I’m finally sinking my teeth into Jane Mayer’s powerful tome “The Dark Side: The Inside Story of How the War on Terror Turned into a War on American Ideals.”

Mayer is an excellent journalist (who writes for the New Yorker) and the book was a finalist for the National Book Award in 2008.  The paperback I’m reading was updated in 2009.  The story of the Bush administration’s overreaction and violent response to the 9/11 attacks comes to life once again.

I found this passage on the Clinton’s administration’s hesitation to assassinate Osama bin Laden chilling:

“The United States had the military might to destroy Bin Laden and his followers literally at the flick of a switch. Steve Coll, in his brilliant history of the pre-September 11 U.S. involvement in Afghanistan, Ghost Wars, describes how with the aid of the real-time video imagery transmitted by the Predator, the most powerful and technically advanced military force in the history of the world was able to stare from halfway around the globe at a tall, white-robed sheikh believed to be Bin Laden.  The terrorist leader who had declared war against the United States could be watched as he walked through the primitive, undefended, mud-walled compound he and his terrorist associates and their families inhabited in the bleak, sage-brush-strewn plains outside of Kandahar, Afghanistan.

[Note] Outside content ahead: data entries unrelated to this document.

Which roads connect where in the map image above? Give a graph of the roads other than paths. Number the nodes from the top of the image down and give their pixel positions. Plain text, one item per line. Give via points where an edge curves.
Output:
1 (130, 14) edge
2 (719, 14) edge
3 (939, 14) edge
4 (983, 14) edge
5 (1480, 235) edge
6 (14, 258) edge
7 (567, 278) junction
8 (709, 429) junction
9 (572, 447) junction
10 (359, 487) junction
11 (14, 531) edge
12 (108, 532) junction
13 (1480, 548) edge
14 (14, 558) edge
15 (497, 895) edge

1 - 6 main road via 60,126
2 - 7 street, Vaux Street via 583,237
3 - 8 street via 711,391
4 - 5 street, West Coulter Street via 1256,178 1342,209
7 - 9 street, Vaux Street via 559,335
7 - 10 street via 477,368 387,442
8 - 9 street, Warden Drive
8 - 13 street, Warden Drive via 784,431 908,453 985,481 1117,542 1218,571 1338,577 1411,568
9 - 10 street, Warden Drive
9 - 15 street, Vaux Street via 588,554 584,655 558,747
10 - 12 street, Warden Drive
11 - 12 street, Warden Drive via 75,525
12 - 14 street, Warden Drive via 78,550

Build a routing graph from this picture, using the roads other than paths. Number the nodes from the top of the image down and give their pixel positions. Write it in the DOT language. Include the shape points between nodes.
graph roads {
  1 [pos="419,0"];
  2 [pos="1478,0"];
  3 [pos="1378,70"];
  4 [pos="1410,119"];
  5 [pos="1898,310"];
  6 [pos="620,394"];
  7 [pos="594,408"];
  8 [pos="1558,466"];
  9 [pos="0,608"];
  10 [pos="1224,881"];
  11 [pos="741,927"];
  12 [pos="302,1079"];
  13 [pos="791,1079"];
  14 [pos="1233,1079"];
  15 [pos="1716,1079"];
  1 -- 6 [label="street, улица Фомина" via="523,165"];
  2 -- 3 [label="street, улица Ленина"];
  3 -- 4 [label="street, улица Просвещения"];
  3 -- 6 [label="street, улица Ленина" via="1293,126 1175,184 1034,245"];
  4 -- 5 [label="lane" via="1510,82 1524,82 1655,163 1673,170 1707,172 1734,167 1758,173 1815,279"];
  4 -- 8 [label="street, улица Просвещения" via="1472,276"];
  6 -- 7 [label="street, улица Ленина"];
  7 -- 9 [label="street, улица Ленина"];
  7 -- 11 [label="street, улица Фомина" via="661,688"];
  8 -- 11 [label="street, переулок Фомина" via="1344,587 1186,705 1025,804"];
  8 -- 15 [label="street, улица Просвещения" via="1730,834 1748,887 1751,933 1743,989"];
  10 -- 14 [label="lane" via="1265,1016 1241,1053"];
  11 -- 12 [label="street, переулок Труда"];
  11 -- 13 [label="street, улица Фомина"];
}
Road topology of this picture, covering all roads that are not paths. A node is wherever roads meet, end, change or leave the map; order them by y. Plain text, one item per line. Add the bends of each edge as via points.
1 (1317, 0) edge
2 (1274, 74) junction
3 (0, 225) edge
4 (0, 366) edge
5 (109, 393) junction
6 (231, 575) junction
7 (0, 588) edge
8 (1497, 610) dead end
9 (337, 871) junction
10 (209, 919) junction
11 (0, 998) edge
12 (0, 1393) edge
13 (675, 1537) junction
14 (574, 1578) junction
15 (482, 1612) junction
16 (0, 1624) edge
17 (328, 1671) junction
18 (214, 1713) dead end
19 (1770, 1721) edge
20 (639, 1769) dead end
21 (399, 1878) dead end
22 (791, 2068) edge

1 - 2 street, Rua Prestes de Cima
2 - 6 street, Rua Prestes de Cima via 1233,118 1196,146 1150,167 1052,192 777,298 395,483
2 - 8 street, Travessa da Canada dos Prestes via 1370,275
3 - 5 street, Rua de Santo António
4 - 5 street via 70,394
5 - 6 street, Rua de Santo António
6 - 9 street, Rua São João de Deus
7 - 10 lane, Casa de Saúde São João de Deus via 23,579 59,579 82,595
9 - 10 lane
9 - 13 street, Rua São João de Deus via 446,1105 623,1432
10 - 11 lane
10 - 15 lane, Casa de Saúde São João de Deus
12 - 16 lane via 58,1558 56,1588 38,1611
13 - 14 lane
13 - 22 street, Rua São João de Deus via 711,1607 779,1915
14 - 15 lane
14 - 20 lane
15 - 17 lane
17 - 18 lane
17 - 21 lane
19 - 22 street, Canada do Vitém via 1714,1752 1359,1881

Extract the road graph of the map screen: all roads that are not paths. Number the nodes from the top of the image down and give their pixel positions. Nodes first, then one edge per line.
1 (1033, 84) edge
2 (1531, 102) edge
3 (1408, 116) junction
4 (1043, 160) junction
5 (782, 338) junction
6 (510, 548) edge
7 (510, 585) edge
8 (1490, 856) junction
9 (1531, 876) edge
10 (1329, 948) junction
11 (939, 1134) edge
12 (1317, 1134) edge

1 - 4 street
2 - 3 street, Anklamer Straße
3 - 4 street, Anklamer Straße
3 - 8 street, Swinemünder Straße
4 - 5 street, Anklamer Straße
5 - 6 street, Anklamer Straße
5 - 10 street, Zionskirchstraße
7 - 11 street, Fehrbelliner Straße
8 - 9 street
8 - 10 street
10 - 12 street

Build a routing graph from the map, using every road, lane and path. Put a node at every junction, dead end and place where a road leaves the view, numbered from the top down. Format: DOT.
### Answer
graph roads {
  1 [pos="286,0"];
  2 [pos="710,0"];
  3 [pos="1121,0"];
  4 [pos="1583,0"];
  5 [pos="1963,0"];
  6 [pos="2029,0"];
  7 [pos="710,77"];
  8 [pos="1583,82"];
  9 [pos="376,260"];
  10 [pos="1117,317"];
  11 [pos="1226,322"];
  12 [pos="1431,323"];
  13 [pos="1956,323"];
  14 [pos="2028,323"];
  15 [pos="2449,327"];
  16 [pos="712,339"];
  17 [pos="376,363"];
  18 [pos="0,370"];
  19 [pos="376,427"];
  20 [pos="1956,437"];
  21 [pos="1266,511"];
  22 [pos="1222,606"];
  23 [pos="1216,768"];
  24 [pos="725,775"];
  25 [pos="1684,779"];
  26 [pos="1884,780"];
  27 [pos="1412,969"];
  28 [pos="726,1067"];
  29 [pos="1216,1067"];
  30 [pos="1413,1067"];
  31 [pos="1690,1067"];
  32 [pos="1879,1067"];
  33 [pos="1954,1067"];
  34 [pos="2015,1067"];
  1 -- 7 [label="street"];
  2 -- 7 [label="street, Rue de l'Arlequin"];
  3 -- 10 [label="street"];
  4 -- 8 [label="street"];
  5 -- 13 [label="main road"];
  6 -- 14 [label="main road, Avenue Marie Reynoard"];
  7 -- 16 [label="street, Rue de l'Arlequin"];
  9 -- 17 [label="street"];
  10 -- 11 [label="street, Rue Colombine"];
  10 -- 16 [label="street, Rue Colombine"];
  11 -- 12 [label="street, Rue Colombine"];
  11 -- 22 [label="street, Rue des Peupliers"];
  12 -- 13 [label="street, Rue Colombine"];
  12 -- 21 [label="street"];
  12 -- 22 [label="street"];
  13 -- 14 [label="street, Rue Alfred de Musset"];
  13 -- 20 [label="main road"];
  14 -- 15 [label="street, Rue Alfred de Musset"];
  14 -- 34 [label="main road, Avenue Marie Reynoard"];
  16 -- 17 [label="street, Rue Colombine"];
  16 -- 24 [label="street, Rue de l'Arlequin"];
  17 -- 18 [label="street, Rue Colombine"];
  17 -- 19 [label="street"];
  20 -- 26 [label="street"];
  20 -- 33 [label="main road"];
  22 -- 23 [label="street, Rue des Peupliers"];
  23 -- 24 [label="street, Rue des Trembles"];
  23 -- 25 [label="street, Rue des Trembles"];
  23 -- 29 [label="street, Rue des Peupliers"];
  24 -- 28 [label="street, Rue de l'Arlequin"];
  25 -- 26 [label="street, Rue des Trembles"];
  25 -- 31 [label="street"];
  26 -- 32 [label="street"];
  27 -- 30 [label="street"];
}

The video imagery was so exquisitely detailed, U.S. officials viewing the videotapes at the CIA and White House could make out a lone child’s swing hanging in the compound, known as Tarnak Farms.  The robed man seemed to present an irresistible target for missile attack.  But the swing haunted Clinton.  It was in a sense, the perfect symbol of the cultural, political, and strategic standoff described in Washington think tanks as “asymmetrical warfare.”  The swing suggested innocent children lived there.  The United States, for all of its military prowess, was a hamstrung Gulliver in the face of Lilliputian terrorists willing to sacrifice innocent lives in a way no civilized nation could.”

In hindsight, Clinton likely wishes he had pulled the trigger, but hindsight is always 20/20.  That passage gave me renewed respect for Clinton, who weighed the consequences of war and murder carefully through a moral filter of right and wrong.

As Mayer outlines in her book, these filters were, unfortunately, not present in the Bush administration.